• What to work on
Reply with one number: the count of lines in the data that hold the string "KINOYAMA".
-- Opening Marker --
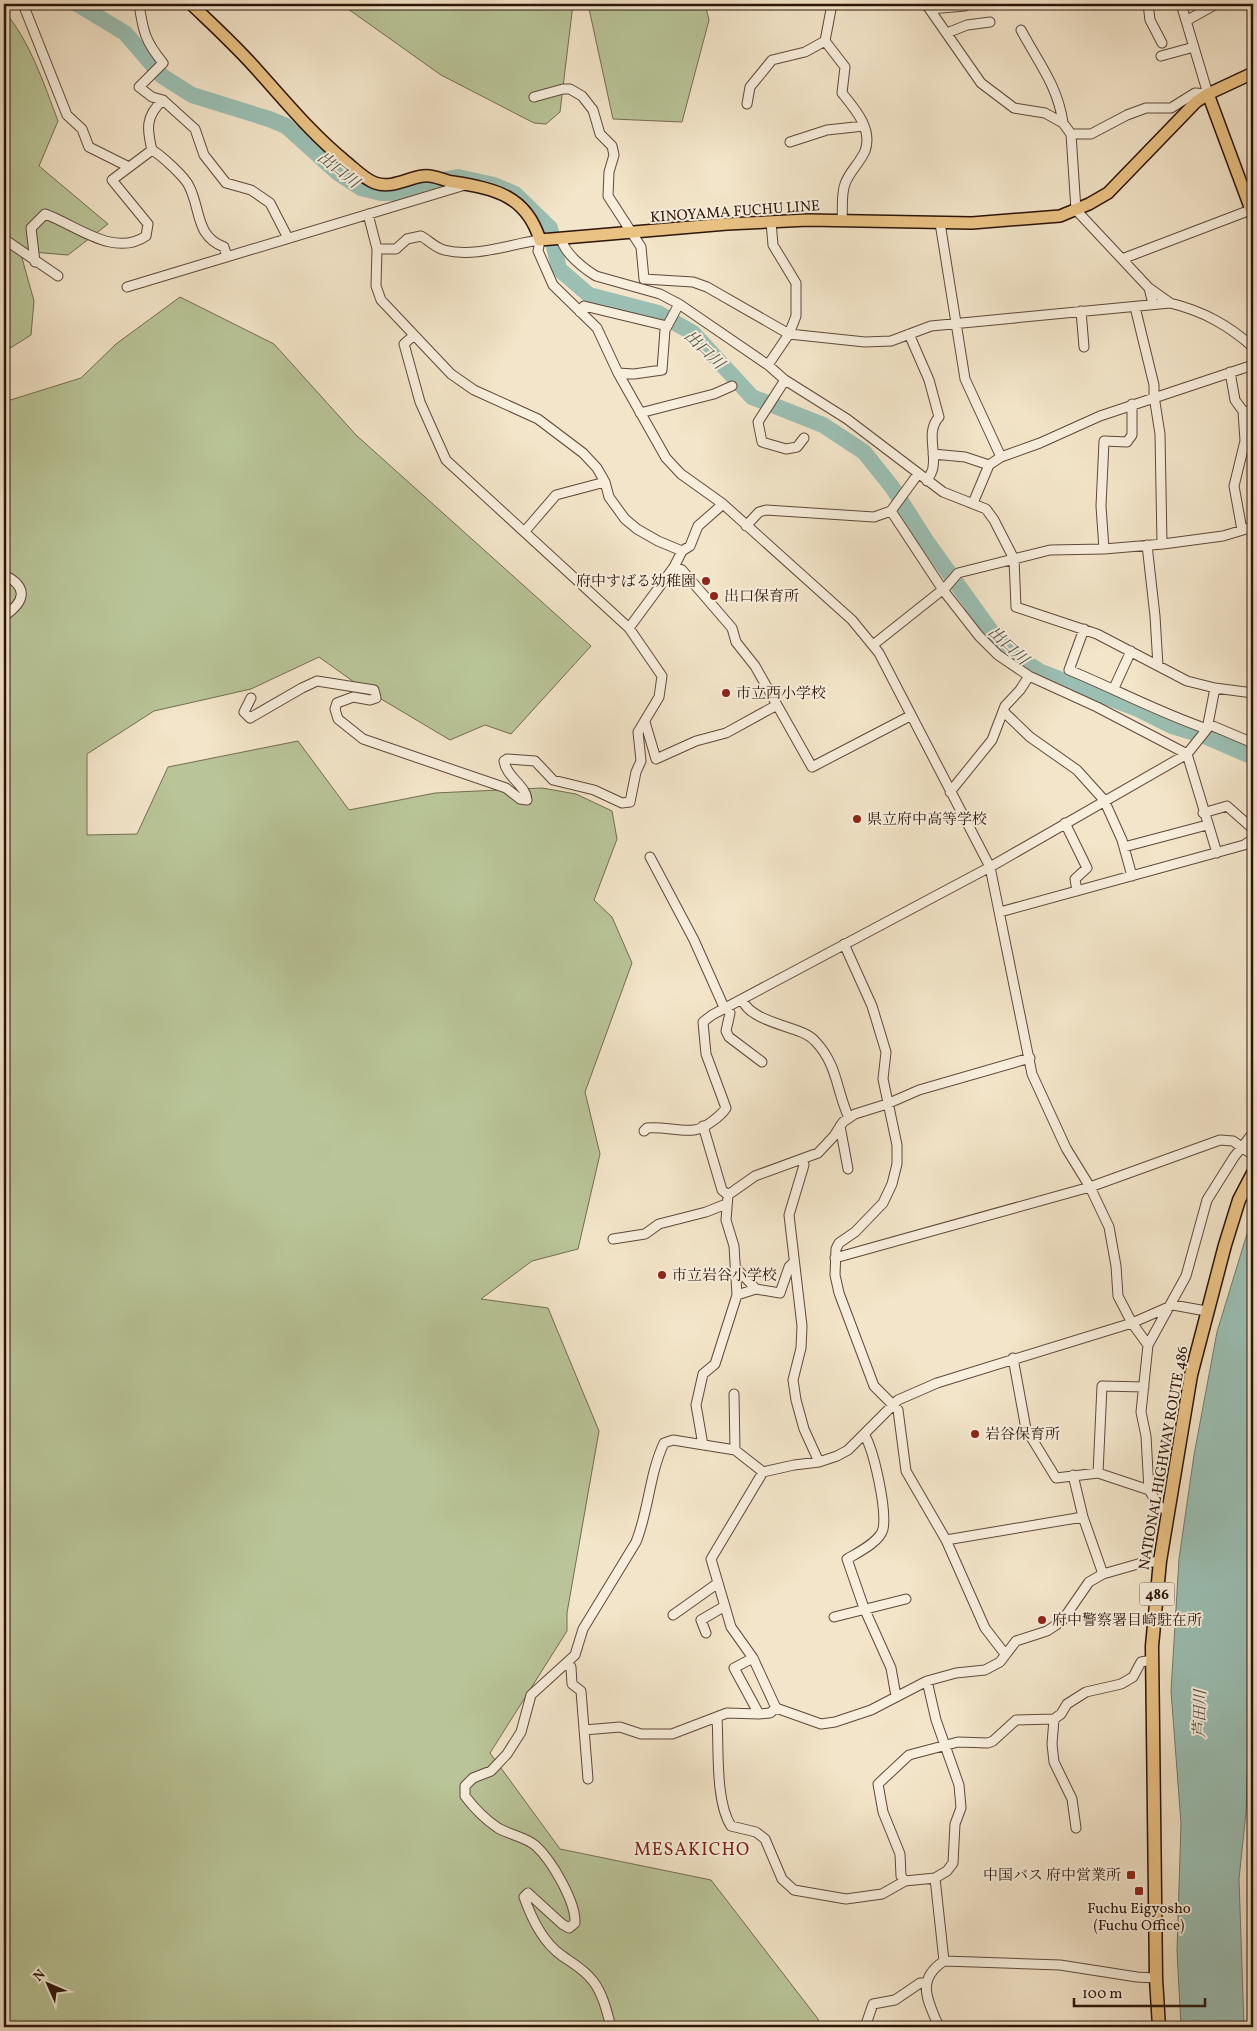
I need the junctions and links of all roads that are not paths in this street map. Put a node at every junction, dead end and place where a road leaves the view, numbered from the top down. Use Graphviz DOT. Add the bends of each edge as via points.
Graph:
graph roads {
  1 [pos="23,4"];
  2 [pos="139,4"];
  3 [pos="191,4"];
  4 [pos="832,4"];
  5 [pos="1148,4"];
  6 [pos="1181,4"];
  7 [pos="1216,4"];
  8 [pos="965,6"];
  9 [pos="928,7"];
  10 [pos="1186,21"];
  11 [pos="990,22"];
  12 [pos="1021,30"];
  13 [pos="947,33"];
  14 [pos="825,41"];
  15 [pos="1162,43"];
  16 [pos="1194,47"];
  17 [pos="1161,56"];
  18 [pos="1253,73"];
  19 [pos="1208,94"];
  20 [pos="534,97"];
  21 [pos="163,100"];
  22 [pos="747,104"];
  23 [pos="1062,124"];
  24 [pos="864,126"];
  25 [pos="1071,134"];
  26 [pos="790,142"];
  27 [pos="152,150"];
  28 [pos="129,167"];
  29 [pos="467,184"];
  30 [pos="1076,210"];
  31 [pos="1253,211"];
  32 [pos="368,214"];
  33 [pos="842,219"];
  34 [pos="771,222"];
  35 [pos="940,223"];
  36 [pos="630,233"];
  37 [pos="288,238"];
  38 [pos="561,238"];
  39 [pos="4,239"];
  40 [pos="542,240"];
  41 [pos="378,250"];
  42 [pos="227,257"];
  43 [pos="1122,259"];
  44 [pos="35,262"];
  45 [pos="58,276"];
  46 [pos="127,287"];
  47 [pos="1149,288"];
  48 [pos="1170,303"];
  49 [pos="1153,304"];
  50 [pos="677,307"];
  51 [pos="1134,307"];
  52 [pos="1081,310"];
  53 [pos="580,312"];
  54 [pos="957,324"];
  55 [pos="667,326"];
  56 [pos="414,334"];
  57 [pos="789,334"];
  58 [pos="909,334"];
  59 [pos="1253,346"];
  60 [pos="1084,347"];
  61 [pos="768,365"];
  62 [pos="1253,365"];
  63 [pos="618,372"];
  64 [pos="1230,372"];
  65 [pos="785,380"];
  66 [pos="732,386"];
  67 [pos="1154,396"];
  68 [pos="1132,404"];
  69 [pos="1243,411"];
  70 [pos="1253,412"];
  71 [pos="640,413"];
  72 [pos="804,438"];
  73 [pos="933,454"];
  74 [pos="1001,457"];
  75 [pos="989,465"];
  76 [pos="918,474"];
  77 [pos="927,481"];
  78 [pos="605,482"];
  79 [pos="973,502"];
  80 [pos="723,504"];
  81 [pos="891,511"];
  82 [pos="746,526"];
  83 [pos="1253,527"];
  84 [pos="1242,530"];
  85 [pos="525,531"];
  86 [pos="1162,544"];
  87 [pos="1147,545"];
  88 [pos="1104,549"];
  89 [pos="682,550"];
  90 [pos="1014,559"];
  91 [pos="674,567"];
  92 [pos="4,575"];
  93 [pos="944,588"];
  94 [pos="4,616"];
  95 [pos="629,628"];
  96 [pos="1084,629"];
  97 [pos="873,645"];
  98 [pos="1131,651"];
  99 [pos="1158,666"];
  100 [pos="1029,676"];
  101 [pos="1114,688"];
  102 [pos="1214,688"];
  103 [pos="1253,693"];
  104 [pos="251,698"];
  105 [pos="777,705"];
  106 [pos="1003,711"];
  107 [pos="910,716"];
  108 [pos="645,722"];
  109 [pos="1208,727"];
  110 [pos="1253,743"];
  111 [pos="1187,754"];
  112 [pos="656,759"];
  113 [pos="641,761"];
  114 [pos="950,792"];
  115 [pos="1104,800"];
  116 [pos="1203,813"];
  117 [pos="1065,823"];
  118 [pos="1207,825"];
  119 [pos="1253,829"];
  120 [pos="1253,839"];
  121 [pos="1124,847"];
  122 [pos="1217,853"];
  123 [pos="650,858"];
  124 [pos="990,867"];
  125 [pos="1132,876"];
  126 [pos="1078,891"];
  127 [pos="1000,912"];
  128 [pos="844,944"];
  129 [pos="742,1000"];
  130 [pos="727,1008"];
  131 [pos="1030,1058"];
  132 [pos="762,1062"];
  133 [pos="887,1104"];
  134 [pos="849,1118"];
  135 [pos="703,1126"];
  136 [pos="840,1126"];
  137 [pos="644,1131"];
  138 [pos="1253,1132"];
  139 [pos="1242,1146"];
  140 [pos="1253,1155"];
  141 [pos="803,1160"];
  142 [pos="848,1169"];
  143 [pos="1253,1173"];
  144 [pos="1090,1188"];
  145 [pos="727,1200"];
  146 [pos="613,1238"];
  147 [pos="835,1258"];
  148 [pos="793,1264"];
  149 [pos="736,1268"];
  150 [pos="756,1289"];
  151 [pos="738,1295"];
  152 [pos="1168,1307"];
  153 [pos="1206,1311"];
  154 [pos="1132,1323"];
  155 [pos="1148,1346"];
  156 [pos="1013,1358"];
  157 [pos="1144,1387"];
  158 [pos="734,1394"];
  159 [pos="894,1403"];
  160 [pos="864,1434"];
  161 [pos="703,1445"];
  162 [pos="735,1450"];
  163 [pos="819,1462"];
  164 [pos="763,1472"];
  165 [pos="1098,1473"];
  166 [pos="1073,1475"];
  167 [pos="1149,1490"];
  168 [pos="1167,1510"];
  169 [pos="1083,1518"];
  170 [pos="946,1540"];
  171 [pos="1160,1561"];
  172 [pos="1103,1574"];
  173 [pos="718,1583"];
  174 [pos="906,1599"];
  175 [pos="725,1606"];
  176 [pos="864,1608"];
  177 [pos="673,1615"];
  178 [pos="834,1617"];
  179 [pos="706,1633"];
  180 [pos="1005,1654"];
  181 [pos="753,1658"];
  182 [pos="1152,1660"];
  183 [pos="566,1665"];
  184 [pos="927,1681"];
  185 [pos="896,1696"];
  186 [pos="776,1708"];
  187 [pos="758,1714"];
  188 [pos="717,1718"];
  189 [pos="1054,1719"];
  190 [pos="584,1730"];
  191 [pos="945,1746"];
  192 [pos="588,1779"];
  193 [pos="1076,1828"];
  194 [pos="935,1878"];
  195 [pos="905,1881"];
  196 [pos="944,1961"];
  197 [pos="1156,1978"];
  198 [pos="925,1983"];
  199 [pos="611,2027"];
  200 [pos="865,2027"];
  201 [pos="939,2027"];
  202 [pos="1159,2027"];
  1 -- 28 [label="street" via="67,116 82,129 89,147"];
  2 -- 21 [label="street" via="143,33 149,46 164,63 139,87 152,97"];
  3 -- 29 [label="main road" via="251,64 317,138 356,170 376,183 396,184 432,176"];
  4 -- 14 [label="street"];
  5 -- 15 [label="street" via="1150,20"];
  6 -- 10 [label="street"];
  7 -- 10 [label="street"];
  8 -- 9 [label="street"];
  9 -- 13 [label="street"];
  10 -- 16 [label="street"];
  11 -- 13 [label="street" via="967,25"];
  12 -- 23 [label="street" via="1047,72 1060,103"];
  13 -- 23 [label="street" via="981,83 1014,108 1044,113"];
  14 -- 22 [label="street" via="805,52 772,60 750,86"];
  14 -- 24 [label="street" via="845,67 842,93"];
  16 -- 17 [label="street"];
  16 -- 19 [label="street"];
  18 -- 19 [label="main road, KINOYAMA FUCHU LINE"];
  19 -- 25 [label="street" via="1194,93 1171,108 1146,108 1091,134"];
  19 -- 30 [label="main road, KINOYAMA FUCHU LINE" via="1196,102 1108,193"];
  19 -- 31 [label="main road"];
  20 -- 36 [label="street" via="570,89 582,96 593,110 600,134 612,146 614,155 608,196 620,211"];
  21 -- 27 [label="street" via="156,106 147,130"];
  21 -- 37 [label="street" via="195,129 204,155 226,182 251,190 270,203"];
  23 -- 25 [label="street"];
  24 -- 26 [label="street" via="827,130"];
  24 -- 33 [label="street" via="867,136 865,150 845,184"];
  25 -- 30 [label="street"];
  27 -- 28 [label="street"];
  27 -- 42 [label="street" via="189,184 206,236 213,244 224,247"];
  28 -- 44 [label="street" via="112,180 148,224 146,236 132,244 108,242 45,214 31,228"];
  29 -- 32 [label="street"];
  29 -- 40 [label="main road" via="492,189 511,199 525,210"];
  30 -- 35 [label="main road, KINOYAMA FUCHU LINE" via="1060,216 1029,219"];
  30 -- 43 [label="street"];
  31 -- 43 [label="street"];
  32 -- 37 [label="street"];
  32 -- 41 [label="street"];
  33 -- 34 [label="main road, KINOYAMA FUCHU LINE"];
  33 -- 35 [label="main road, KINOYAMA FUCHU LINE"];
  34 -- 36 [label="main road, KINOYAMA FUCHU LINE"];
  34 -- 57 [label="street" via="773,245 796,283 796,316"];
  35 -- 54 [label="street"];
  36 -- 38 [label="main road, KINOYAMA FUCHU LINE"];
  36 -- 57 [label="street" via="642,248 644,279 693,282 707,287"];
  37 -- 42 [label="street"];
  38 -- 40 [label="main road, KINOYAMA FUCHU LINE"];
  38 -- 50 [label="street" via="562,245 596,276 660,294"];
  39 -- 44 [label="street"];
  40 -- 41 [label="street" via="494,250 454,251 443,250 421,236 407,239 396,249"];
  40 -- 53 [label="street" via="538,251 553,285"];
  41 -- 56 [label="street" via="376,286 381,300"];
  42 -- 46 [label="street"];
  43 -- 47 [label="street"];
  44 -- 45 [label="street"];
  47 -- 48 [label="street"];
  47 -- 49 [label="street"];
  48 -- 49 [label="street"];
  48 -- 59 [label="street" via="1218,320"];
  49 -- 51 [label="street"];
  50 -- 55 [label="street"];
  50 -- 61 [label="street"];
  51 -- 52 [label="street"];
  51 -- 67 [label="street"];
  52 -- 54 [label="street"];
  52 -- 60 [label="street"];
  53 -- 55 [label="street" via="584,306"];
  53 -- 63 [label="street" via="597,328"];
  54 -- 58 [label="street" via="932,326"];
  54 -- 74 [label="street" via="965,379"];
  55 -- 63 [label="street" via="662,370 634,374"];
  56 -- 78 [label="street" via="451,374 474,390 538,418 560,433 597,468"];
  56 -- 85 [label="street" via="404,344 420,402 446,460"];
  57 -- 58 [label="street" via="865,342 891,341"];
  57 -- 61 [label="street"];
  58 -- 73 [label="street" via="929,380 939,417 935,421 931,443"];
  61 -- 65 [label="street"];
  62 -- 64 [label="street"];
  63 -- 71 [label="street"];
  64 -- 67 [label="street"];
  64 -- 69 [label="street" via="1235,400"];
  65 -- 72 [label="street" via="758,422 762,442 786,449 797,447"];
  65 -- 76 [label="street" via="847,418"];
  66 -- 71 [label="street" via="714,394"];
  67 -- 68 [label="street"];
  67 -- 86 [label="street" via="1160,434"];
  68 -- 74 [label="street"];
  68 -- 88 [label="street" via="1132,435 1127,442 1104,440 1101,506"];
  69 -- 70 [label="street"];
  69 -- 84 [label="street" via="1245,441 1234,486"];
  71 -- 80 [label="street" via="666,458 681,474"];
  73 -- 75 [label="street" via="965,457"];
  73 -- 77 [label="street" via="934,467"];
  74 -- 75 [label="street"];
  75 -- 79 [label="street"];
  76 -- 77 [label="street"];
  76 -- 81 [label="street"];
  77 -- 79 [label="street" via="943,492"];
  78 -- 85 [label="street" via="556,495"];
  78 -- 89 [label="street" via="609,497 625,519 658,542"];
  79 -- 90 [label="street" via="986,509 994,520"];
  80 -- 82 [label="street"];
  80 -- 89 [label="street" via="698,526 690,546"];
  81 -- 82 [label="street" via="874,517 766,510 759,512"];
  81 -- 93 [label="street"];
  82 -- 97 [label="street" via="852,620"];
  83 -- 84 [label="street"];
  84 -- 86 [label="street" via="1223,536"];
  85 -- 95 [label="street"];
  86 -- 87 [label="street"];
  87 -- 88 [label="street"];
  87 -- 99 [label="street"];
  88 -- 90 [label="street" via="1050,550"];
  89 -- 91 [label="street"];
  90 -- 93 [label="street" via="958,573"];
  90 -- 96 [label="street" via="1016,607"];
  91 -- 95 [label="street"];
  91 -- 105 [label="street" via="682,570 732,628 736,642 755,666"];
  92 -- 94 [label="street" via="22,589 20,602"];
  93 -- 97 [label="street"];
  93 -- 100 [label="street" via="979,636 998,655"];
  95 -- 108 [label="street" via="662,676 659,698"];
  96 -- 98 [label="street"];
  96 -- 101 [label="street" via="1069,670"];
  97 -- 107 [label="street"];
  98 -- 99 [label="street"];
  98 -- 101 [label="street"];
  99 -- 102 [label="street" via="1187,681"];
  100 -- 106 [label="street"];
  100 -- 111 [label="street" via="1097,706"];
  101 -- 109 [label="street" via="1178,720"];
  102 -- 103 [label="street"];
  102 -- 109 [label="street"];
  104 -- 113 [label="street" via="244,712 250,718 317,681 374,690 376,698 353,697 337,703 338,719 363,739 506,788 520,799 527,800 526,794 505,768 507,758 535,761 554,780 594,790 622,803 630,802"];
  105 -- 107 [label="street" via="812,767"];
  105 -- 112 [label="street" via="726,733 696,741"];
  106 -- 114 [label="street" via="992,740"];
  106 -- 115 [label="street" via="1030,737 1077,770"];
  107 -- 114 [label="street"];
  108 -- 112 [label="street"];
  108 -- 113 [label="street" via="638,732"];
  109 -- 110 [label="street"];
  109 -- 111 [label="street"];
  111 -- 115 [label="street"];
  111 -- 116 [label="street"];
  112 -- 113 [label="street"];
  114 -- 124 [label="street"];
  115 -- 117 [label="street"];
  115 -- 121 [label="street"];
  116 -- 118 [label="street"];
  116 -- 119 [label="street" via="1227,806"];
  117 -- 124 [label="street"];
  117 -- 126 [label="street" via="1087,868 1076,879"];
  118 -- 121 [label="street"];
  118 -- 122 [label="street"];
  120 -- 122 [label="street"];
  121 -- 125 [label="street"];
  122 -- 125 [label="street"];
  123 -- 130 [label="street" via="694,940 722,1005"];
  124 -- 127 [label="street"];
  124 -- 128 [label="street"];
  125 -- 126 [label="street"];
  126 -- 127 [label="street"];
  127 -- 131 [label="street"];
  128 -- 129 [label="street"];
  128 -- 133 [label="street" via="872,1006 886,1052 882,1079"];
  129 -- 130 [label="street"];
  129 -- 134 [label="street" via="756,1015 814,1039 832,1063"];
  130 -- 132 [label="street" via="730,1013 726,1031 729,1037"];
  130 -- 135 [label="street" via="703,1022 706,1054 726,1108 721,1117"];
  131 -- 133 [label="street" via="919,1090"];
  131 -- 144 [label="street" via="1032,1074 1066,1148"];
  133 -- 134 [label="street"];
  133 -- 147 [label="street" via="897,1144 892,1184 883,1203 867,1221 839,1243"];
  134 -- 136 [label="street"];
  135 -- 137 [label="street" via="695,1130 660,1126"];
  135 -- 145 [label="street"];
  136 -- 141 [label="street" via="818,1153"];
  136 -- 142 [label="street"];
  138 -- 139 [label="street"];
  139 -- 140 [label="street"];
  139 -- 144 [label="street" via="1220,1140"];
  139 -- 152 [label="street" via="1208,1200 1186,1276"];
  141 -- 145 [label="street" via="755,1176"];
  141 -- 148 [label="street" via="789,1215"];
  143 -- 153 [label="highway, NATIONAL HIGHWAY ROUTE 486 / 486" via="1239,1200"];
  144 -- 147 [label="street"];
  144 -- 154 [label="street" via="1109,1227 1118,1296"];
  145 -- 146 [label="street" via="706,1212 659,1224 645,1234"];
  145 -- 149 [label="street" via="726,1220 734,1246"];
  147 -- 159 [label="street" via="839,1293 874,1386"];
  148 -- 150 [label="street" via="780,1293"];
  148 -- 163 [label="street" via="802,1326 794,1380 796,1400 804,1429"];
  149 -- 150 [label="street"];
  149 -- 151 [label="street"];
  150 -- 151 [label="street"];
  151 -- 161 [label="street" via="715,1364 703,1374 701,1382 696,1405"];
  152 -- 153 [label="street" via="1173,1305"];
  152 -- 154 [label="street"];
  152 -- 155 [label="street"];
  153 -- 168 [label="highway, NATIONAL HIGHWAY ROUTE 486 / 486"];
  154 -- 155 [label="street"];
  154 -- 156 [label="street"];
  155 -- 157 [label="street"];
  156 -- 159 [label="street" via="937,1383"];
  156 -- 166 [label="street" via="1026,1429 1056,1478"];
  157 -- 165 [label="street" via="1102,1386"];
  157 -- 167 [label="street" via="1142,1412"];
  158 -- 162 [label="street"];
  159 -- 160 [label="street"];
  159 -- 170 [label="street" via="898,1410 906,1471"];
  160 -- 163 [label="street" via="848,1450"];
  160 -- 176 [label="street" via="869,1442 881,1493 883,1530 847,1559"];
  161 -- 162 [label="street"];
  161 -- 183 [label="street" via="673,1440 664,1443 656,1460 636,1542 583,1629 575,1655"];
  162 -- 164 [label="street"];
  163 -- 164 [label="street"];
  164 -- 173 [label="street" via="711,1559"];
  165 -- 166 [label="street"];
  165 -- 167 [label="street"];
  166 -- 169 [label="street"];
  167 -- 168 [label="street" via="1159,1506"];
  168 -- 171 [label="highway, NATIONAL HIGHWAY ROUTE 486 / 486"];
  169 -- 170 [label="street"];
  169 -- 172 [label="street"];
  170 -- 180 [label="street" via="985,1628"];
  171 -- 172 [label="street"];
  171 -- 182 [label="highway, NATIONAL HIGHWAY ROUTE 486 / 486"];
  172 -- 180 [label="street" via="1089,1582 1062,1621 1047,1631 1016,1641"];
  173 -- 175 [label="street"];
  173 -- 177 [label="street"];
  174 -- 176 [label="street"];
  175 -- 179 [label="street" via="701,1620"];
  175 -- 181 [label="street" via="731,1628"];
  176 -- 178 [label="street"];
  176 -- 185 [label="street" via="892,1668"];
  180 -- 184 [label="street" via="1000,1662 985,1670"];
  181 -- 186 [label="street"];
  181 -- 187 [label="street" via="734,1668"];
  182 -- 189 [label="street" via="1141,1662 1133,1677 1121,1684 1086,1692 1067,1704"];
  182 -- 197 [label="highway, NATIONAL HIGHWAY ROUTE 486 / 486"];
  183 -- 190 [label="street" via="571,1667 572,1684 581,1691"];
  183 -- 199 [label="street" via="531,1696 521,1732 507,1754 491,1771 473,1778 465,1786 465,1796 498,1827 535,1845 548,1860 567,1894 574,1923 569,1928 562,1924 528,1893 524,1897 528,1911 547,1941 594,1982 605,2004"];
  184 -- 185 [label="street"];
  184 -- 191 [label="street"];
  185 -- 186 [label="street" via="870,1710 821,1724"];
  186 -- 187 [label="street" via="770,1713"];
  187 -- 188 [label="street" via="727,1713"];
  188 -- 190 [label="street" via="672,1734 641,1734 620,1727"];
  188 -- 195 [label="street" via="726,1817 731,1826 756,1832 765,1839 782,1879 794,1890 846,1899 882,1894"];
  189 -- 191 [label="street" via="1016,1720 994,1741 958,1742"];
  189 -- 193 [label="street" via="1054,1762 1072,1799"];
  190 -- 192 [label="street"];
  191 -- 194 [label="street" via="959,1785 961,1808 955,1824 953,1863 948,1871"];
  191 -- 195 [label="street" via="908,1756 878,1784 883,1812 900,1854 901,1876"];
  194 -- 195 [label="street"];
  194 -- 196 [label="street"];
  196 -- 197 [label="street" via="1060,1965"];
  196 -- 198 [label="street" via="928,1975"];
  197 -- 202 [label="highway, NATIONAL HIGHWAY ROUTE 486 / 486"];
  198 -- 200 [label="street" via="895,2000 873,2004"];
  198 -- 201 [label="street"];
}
-- Closing Marker --
• Solution to the problem
8